Peygamber Efendimiz (sav) Hz. Ebu Bekir’le (ra) İslam’ın yayılması hususunda istişare ederdi. Müslümanların dertlerine birlikte hâl çaresi ararlardı. Zulüm ve işkence gören ashabını kurtarmak için gayret sarf ederdi. Bu sebepten, Peygamber Efendimiz (sav) İslam davetinin başlamasından hicrete kadar Hz. Ebu Bekir’in (ra) evine sık sık gelir, onunla görüşürdü. Hz. Ümmü Ruman, Efendimiz’in (sav) bu geliş gidişiyle evini şereflendirmesinden pek memnun olurdu. İki Cihan Güneşi Efendimiz’e (sav) candan hizmet eder, edep ve hürmette kusur etmemeye çalışırdı.

Hz. Ebu Bekir (ra), Peygamber Efendimiz’le (sav) beraber, ailesinden önce Medine’ye hicret etmişti. Belli bir zaman geçtikten sonra Abdullah b. Urayk’ı, Allah Resûlü’nün (sav) ailesiyle birlikte kendi ailesini de getirmesi için Mekke’ye göndermiş, Hz. Ümmü Ruman (r.anha) annemiz, bu kutlu yolculuğu Allah Resûlü’nün (sav) ailesiyle birlikte yapmıştır.
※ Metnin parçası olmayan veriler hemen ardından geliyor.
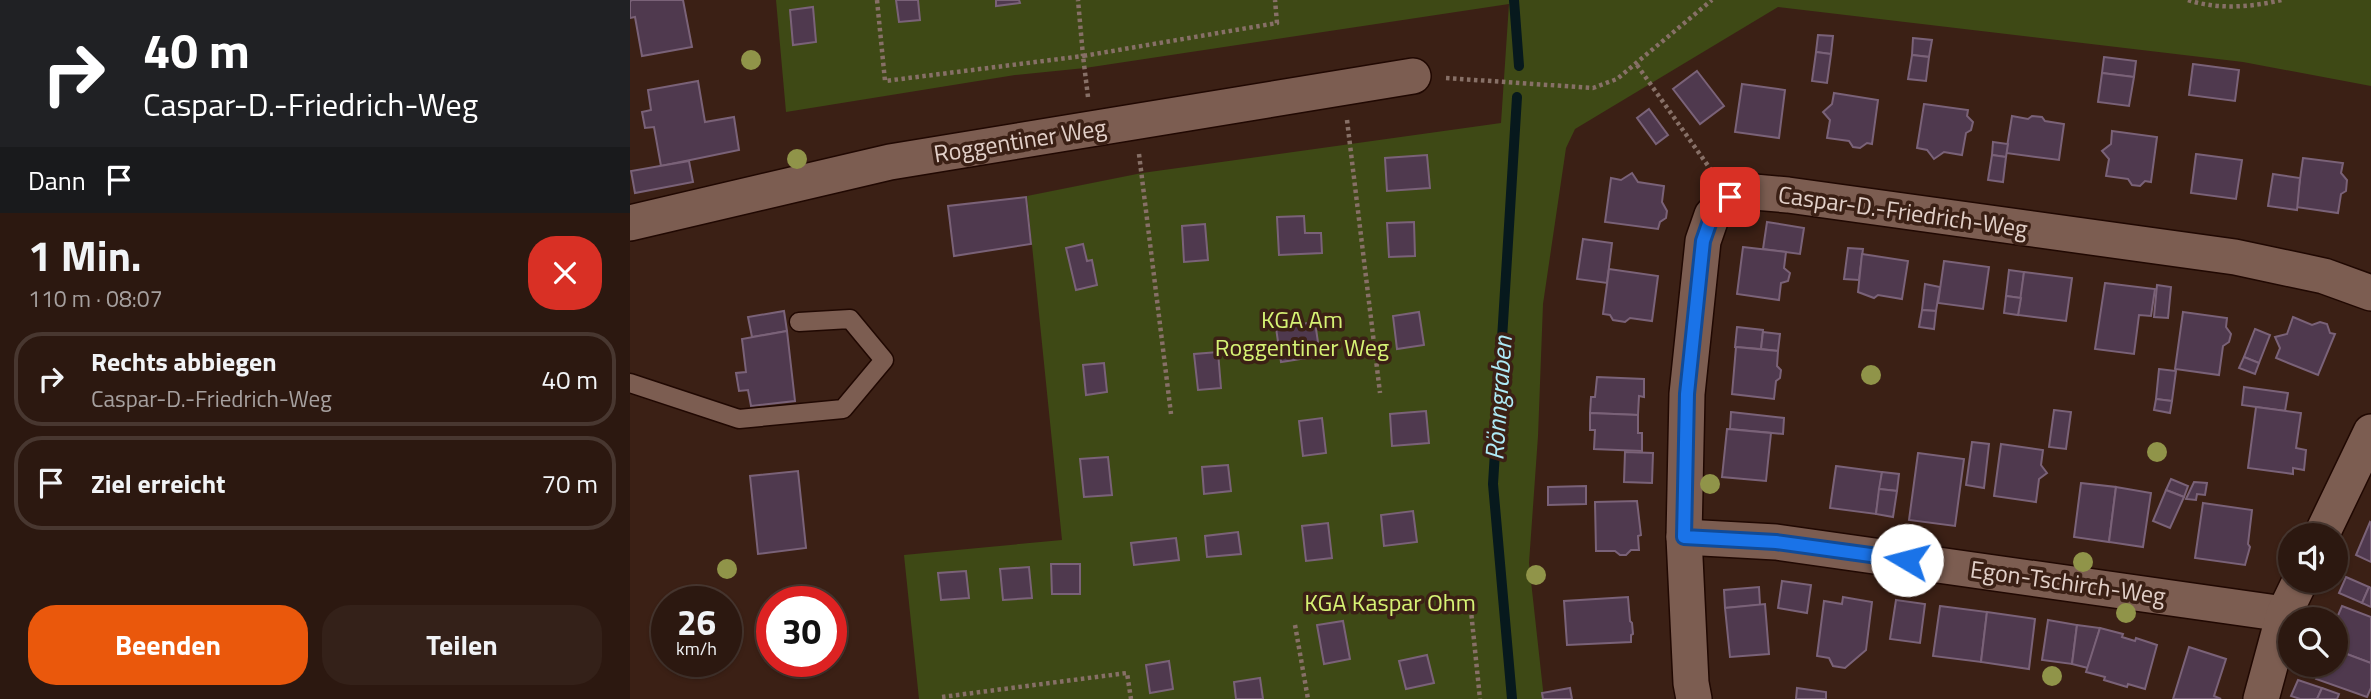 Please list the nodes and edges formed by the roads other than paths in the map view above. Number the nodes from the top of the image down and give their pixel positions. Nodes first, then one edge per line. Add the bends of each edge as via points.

Hz. Ümmü Ruman Mekke’de olduğu gibi, Medine-i Münevvere’de de Hz. Ebu Bekir’in İslam uğrundaki çalışmalarında en yakın desteği oluyordu. Eşi ile çok iyi anlaşan Hz. Ümmü Ruman (r.anha) annemiz eşinden çok şey öğreniyor, onun ikazlarını önemseyerek hatalarından hemen dönüyordu. Hz. Ümmü Ruman (r.anha) annemiz ibadete düşkün bir hanımdı. Çok namaz kılardı. Bir gün namaz kılarken biraz sallanmıştı. Annemiz şöyle anlatıyor:

“Ebu Bekir, bir gün namazda iken sağa sola meylettiğimi görünce beni uyardı. Bir an şaşırdım, neredeyse namazı bozacaktım. Namazdan sonra bana Resûlullah (sav); ‘Herhangi biriniz namaza durduğunda her tarafı sakin olsun, yahudiler gibi sallanmasın. Zira namazda her tarafın sükûnet içinde olması, namazı tamamlayan şeylerdendir.’ buyuruyor, diyerek beni uyardı.
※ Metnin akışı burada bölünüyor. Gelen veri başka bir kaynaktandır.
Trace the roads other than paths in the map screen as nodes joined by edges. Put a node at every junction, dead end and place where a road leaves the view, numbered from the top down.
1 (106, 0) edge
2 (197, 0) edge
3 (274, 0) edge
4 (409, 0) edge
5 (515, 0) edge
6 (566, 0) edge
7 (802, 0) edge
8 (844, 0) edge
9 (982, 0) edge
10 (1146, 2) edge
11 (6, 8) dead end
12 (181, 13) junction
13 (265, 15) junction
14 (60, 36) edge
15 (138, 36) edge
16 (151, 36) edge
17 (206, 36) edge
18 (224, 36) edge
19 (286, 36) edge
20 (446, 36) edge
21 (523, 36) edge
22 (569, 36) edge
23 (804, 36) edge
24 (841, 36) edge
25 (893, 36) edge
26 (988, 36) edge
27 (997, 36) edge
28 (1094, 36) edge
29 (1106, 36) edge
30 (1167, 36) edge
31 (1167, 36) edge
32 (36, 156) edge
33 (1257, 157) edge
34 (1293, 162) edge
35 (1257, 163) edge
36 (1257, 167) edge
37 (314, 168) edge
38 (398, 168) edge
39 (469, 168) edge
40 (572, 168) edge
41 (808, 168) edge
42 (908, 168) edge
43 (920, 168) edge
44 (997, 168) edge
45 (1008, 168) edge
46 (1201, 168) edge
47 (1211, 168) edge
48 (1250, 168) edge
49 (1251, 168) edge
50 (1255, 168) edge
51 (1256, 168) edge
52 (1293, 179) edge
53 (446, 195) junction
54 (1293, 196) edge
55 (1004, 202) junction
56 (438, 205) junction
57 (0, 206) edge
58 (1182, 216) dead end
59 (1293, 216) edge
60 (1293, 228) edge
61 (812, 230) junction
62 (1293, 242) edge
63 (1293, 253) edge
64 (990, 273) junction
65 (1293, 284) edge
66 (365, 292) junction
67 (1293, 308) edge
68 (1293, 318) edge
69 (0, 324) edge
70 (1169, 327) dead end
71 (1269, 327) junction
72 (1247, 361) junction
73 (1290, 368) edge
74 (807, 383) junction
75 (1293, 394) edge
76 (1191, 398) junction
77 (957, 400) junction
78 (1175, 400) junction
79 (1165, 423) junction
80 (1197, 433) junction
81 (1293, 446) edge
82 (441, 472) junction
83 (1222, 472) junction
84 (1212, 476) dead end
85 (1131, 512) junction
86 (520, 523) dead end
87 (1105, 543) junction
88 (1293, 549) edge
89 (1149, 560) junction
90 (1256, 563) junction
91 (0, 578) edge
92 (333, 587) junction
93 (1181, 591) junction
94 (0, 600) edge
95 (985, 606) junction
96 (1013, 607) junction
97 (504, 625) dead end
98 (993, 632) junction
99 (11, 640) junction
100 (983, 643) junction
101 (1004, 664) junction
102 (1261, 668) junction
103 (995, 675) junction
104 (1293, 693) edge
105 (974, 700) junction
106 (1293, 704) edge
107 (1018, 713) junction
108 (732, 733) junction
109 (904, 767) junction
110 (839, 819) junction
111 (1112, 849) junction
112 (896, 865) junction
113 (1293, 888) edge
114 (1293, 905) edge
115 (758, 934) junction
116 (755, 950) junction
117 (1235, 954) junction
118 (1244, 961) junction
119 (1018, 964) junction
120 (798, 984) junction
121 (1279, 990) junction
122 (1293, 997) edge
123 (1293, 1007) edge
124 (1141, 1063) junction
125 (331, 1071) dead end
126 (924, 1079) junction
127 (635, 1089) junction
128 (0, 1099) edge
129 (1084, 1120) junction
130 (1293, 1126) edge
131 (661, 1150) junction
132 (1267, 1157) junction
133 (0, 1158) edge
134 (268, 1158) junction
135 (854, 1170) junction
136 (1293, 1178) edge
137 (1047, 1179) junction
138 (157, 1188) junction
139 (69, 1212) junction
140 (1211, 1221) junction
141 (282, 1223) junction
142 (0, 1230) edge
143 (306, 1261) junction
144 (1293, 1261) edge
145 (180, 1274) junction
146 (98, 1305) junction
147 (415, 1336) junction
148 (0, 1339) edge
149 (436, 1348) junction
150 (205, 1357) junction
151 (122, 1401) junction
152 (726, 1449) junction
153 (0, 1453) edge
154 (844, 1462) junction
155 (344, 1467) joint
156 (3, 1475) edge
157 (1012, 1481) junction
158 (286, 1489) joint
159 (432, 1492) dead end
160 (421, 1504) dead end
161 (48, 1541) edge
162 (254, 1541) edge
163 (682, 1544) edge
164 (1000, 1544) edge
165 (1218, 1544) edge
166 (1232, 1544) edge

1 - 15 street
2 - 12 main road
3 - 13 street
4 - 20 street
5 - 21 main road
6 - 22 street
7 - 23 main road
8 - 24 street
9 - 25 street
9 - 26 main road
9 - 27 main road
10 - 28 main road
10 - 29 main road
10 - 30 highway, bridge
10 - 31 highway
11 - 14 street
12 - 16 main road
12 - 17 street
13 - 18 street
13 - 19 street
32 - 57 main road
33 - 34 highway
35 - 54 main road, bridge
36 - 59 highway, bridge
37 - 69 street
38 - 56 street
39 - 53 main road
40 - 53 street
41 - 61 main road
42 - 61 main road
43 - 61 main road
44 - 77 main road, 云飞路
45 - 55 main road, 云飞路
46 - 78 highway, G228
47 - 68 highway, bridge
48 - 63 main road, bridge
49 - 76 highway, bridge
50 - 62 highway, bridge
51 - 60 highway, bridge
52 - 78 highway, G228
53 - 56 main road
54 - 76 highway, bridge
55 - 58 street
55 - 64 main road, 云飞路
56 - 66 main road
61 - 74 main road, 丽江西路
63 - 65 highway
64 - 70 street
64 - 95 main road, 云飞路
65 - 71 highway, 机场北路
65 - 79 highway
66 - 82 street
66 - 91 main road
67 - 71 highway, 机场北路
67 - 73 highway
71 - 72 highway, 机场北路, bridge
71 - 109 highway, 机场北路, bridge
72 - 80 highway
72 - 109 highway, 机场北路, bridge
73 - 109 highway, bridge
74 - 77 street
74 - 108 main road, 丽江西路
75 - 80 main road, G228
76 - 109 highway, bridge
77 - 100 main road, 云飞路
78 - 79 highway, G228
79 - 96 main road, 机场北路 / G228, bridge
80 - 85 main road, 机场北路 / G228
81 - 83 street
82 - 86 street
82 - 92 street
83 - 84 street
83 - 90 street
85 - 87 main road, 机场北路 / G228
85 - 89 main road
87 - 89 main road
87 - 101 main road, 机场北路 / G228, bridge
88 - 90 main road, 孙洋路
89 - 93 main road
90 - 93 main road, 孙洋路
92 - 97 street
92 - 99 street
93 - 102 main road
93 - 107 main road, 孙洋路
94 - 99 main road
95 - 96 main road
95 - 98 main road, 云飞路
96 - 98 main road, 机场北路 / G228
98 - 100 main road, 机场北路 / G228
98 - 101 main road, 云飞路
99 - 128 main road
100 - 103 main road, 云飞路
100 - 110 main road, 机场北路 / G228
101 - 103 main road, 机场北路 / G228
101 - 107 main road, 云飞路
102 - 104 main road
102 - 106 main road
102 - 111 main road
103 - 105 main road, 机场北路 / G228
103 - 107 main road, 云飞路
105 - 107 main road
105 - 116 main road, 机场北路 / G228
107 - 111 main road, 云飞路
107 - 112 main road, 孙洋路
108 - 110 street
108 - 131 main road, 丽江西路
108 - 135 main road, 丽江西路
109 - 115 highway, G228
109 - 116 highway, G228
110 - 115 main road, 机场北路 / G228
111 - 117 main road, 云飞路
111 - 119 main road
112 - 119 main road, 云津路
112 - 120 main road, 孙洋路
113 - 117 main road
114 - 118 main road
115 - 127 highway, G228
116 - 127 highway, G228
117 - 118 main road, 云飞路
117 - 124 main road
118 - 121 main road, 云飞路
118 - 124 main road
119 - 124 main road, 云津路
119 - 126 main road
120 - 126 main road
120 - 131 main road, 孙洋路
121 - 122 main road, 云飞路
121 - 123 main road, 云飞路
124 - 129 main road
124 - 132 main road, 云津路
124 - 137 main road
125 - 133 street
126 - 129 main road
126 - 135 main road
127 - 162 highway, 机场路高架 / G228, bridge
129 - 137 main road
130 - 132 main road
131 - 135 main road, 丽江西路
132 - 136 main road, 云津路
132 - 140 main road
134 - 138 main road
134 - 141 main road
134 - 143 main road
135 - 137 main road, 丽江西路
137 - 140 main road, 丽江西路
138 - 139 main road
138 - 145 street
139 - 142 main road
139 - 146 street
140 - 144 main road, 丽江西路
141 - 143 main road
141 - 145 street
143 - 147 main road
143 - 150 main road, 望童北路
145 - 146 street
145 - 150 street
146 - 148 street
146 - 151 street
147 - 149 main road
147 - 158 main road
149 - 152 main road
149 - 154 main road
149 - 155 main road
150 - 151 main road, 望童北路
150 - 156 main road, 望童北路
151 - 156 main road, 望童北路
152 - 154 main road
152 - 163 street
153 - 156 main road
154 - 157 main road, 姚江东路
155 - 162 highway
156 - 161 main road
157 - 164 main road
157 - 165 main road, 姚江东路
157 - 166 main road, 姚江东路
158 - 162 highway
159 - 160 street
Allah Resûlü’ne (sav) nişanlı bulunan kızı Hz Aişe’ye, kuracağı yuvanın mükellefiyetlerini öğretmeye gayret sarf ediyor ve O’na karşı ne derece hassas ve dikkatli olması gerektiğini sık sık tekrarlıyordu. Eğitim ve terbiyesi ile yakinen ilgilendi. Onun olgun bir hanımefendi olarak yetişmesi için son derece titiz hareket etti. Hz. Ümmü Ruman, Resûl-i Ekrem’in (sav) kayınvalidesi olma şerefine eriştiği için daima yüce Allah’a (cc) şükreder ve kendini en mesut annelerden biri sayardı. Resûlullah Efendimiz de (sav) annemize karşı müstesna bir hürmet gösterir ve kayınvalidesine, evladın annesine göstereceği saygıyı izhar ederdi.

Hz. Ümmü Ruman (r.anha) annemiz İslamiyet’in çizdiği yolda, iman, teslimiyet ve güzel ahlâkla ziynetlendirdiği yaşantısıyla, döneminin, günümüzün ve yarının hanımlarına kıyamete kadar güzel bir örnek teşkil etmiştir ve edecektir. Metanet sahibi, olgun ve oturaklı bir hanımefendi idi. O, iyi bir eş iyi bir anne ve son dinin mümtaz neferlerindendir.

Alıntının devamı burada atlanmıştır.